**PROBLEM REQUIREMENTS:**
Search the listing for the string "highway". Copy every line that has it.

-- EXERCISE DATA follows --

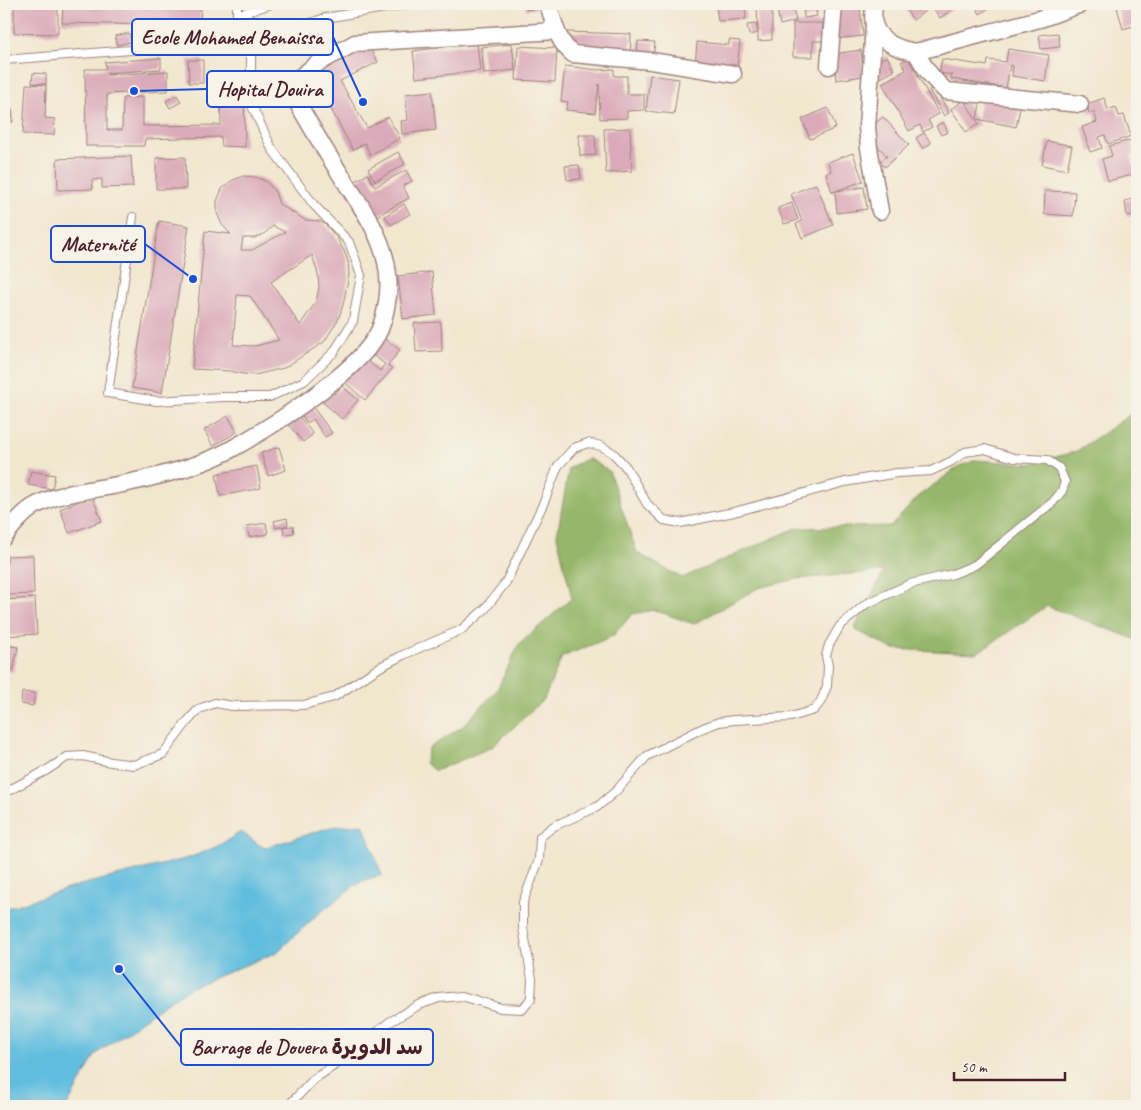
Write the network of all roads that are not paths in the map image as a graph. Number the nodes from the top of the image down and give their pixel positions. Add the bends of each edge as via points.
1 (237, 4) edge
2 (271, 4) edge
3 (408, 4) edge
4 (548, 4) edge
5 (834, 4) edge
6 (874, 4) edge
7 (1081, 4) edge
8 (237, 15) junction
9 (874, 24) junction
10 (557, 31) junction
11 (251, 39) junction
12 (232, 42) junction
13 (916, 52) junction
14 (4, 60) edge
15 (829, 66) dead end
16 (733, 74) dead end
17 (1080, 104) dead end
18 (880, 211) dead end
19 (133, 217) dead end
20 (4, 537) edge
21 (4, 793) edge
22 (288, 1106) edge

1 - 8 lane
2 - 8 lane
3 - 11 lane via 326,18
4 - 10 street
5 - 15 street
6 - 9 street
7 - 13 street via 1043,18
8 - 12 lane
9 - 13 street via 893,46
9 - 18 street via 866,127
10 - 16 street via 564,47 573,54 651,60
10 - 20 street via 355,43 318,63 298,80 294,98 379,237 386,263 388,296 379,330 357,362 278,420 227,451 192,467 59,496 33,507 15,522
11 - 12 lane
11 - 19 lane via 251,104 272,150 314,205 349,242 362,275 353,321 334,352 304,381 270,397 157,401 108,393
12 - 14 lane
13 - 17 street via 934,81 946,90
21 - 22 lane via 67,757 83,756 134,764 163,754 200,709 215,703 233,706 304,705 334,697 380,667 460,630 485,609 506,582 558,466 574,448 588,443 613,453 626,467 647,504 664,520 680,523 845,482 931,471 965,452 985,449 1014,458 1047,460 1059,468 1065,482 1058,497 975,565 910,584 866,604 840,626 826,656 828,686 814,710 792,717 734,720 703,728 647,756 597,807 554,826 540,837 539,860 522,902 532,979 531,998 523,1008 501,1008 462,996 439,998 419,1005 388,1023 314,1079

-- EXERCISE DATA concluded --
-- EXERCISE DATA follows --

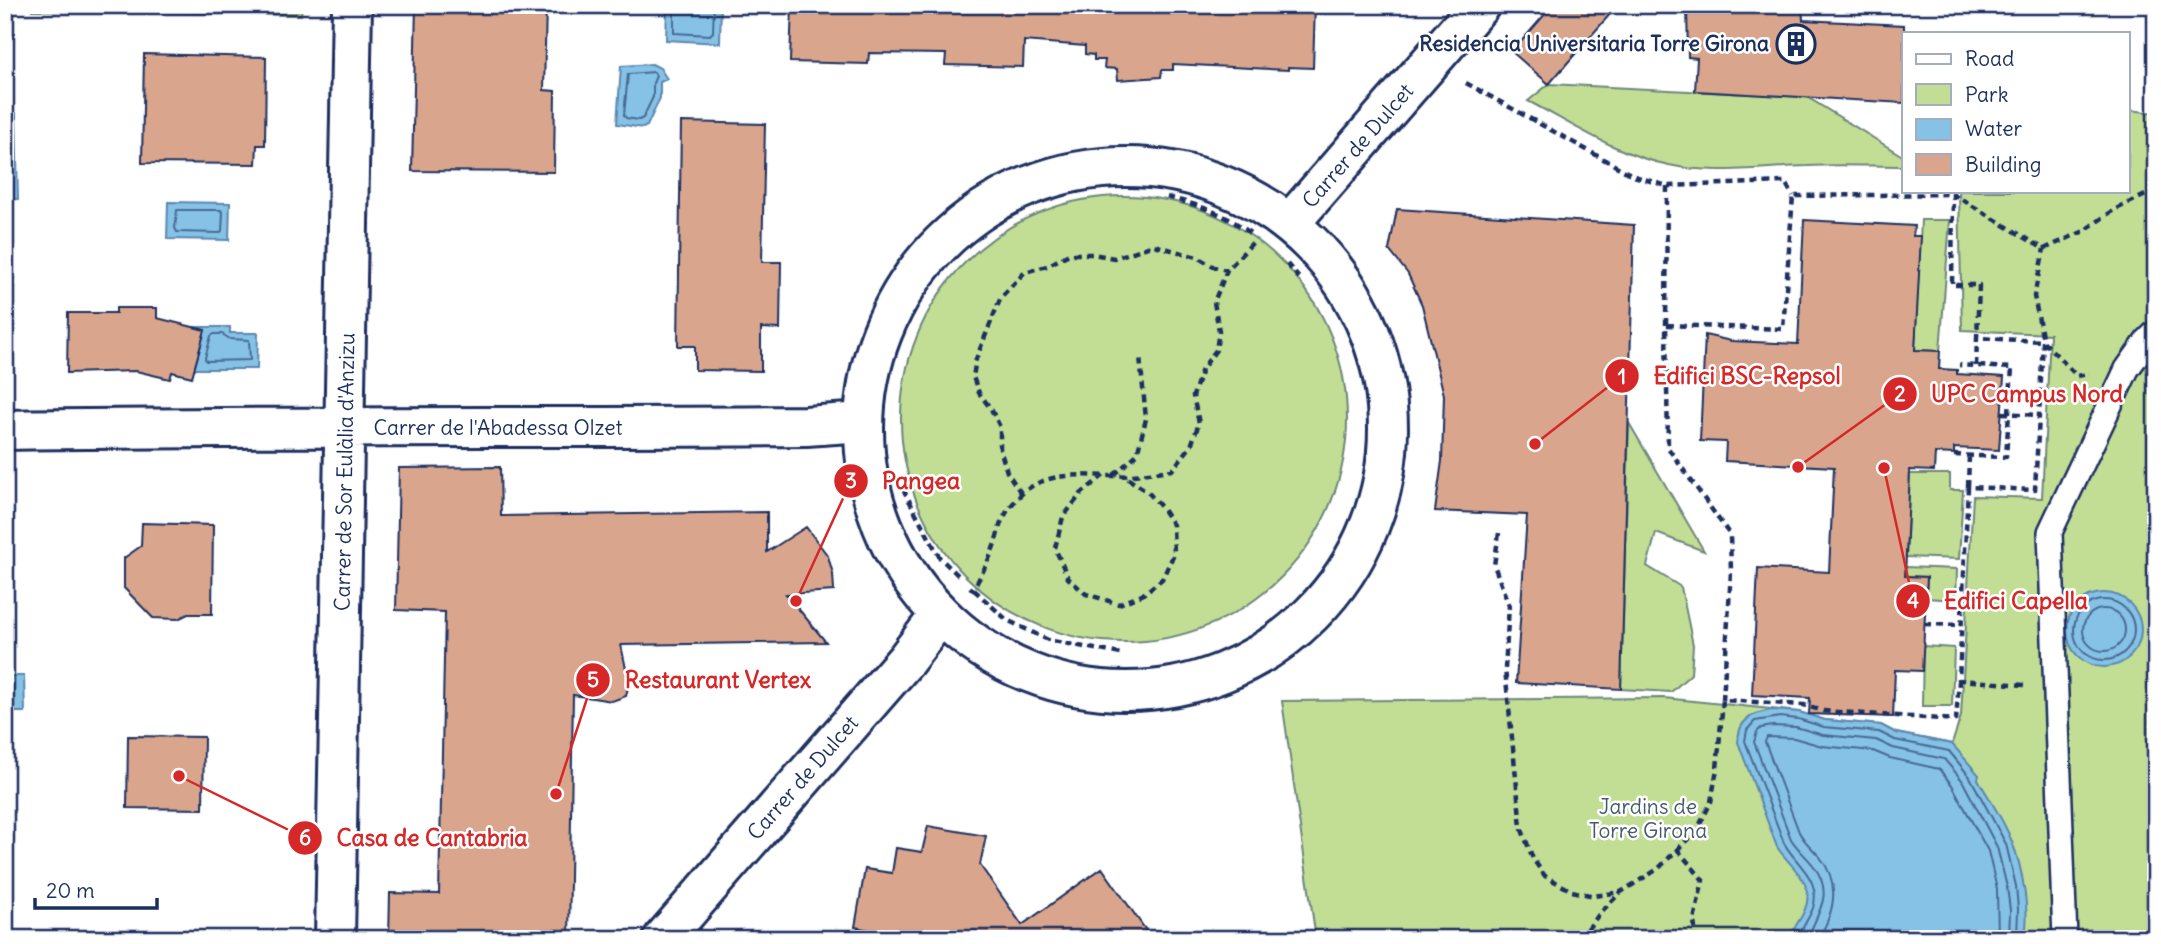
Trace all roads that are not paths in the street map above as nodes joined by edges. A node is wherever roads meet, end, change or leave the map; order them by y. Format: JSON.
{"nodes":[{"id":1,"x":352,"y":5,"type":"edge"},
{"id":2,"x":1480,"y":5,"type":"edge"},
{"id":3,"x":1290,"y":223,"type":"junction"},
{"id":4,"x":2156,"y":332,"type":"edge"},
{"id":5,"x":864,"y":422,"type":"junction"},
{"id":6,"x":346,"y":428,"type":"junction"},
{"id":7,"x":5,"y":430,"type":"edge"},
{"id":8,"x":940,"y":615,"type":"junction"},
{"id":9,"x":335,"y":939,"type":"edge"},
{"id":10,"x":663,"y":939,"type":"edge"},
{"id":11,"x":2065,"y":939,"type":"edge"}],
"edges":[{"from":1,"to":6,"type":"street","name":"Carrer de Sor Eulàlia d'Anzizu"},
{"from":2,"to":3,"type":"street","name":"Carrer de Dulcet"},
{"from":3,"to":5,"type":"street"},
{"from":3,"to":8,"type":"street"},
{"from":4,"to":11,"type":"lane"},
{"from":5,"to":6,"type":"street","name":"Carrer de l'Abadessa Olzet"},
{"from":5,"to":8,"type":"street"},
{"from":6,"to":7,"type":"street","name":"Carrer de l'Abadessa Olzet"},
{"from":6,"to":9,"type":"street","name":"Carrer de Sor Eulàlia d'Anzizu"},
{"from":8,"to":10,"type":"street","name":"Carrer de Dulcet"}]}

-- EXERCISE DATA concluded --
-- EXERCISE DATA follows --

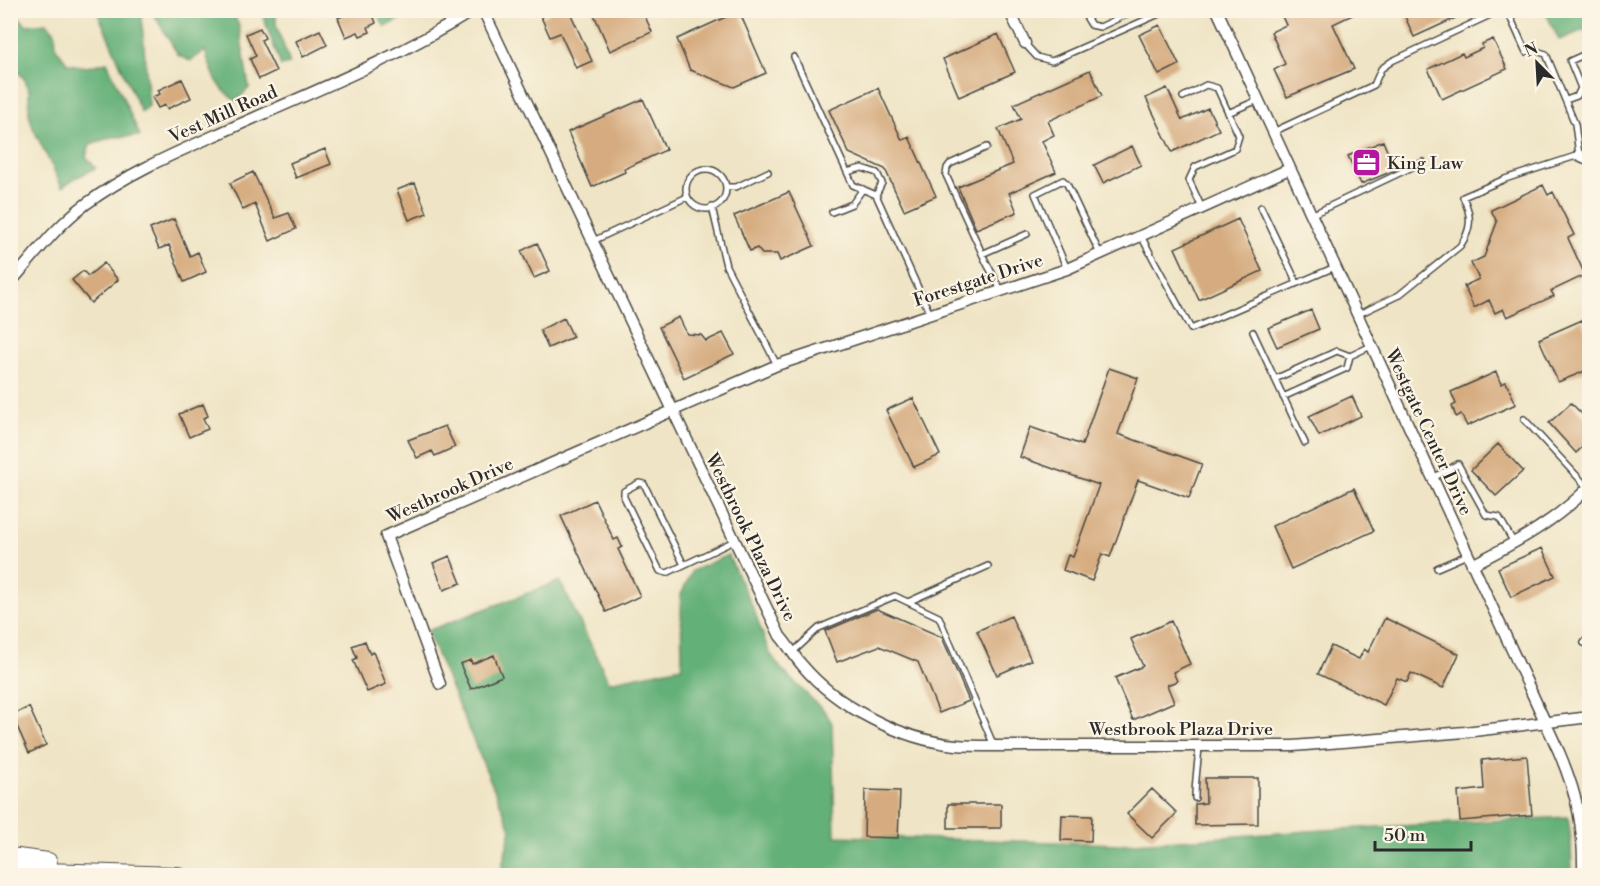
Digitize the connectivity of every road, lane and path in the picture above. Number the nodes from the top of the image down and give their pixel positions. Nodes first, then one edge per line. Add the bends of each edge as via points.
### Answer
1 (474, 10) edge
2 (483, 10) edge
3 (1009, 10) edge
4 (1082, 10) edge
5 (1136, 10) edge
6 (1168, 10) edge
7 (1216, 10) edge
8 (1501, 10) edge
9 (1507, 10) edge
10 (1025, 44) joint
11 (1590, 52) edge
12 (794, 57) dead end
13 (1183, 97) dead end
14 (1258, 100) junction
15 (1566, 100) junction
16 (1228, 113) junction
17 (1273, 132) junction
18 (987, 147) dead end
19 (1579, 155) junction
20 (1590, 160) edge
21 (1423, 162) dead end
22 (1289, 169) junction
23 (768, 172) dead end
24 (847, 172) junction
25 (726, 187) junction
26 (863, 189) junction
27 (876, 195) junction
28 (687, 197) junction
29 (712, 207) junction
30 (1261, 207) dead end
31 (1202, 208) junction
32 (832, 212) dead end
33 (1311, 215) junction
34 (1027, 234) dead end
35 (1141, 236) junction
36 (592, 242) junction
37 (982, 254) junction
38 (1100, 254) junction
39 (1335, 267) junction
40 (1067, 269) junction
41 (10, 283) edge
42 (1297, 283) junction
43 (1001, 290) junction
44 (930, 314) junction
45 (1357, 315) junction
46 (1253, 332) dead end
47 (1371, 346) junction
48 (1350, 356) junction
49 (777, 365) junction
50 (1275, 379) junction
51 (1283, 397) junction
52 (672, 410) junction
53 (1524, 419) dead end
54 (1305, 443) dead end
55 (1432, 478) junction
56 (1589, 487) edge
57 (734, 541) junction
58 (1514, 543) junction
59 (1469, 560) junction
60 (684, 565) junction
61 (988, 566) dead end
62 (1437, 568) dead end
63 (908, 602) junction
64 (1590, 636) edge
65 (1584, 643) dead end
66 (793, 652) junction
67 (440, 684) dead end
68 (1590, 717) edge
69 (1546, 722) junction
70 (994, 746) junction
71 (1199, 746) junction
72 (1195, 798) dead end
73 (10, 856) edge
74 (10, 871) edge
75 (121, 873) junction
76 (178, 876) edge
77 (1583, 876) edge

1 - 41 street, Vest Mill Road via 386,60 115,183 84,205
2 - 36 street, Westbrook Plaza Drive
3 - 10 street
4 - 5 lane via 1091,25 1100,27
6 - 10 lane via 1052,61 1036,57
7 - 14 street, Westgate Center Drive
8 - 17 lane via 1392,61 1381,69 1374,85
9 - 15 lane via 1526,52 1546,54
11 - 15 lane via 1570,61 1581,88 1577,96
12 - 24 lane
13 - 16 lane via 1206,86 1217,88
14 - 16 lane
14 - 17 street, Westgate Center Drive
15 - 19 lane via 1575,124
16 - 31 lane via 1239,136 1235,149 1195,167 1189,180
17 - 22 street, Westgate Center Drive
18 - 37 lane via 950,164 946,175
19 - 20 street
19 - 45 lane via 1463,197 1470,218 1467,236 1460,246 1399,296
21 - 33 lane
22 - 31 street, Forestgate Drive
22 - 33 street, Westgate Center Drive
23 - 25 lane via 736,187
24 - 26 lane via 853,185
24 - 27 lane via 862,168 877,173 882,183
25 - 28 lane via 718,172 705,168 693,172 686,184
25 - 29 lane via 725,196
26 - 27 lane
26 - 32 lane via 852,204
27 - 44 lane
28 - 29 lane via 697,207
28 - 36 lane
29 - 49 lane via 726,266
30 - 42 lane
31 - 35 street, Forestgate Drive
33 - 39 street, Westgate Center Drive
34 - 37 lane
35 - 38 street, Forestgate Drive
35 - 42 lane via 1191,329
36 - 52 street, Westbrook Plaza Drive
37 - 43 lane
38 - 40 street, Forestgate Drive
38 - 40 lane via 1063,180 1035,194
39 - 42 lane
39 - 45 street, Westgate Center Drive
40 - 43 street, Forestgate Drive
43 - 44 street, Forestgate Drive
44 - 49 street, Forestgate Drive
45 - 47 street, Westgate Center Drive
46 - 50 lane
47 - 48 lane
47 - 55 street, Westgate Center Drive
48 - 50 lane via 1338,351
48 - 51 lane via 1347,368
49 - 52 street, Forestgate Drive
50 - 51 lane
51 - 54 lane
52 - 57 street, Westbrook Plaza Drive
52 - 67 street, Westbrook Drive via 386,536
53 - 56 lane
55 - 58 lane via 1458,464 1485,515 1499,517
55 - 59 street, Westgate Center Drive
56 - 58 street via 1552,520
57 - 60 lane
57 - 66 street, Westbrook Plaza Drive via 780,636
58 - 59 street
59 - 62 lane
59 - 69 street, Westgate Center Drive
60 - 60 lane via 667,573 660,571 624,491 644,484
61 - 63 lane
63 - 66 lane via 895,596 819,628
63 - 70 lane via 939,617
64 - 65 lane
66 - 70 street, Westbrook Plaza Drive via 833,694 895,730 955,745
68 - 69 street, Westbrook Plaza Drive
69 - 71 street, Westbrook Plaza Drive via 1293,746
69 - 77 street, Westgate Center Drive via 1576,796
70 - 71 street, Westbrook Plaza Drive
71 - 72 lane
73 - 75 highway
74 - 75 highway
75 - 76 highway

-- EXERCISE DATA concluded --

**WRITTEN REPLY:**
73 - 75 highway
74 - 75 highway
75 - 76 highway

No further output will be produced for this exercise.